_PROVIDED RECORDS_
%%
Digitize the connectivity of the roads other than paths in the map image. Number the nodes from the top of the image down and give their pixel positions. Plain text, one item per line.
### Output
%%
%%
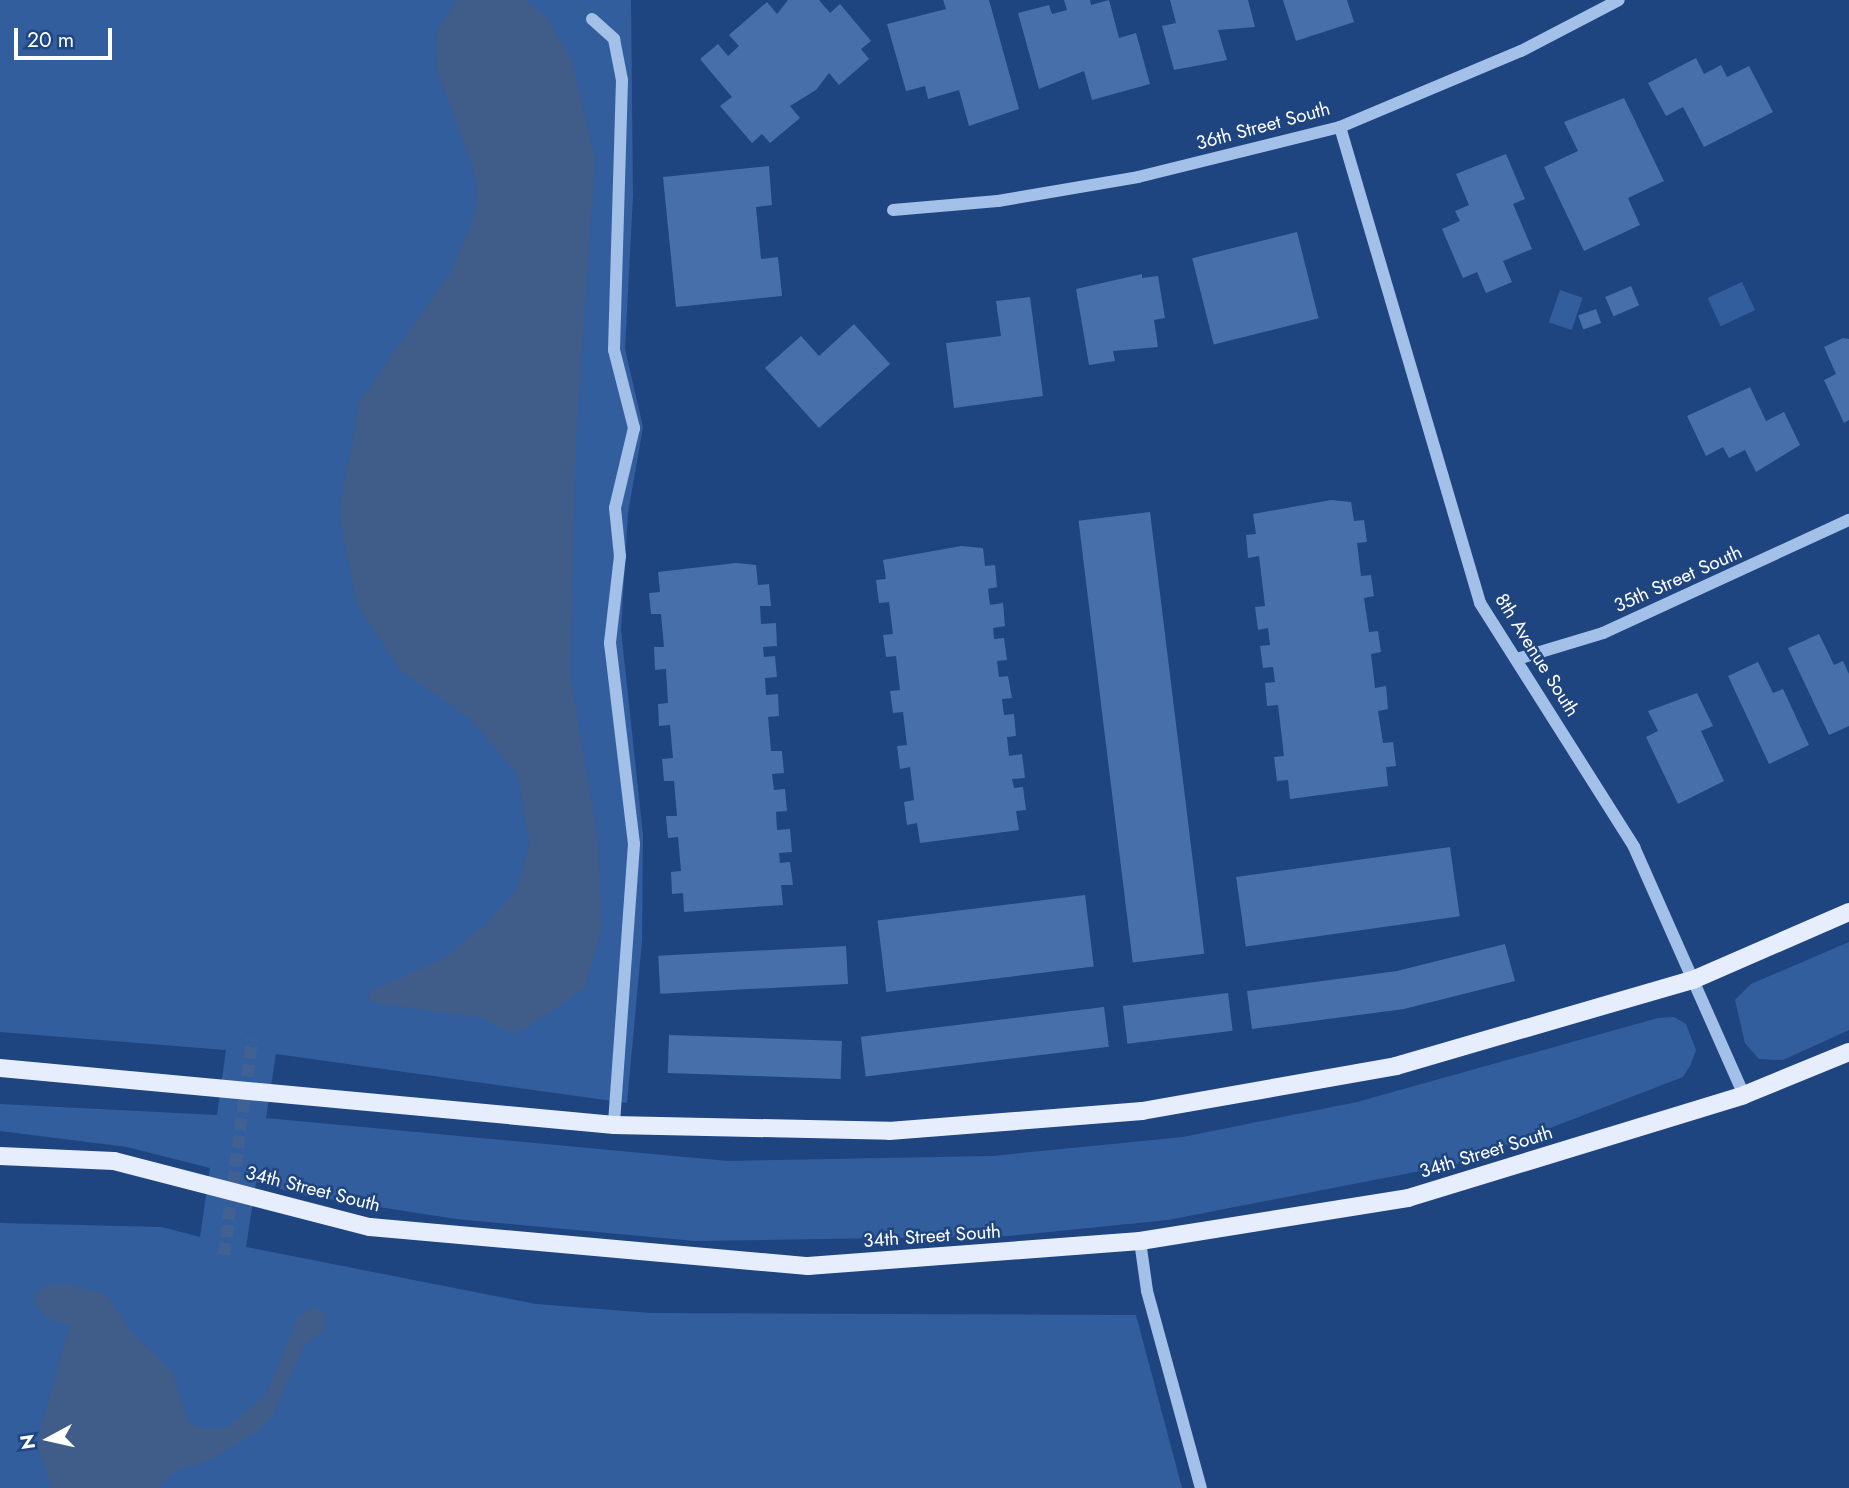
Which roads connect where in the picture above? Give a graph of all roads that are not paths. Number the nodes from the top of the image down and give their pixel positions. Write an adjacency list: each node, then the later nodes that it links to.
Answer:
%%
_TASK INSTRUCTIONS_
The answer must consist of each line from the entries that contains the string "roads".

_EXERCISE SOLUTION_
Digitize the connectivity of the roads other than paths in the map image. Number the nodes from the top of the image down and give their pixel positions. Plain text, one item per line.
Which roads connect where in the picture above? Give a graph of all roads that are not paths. Number the nodes from the top of the image down and give their pixel positions. Write an adjacency list: each node, then the later nodes that it links to.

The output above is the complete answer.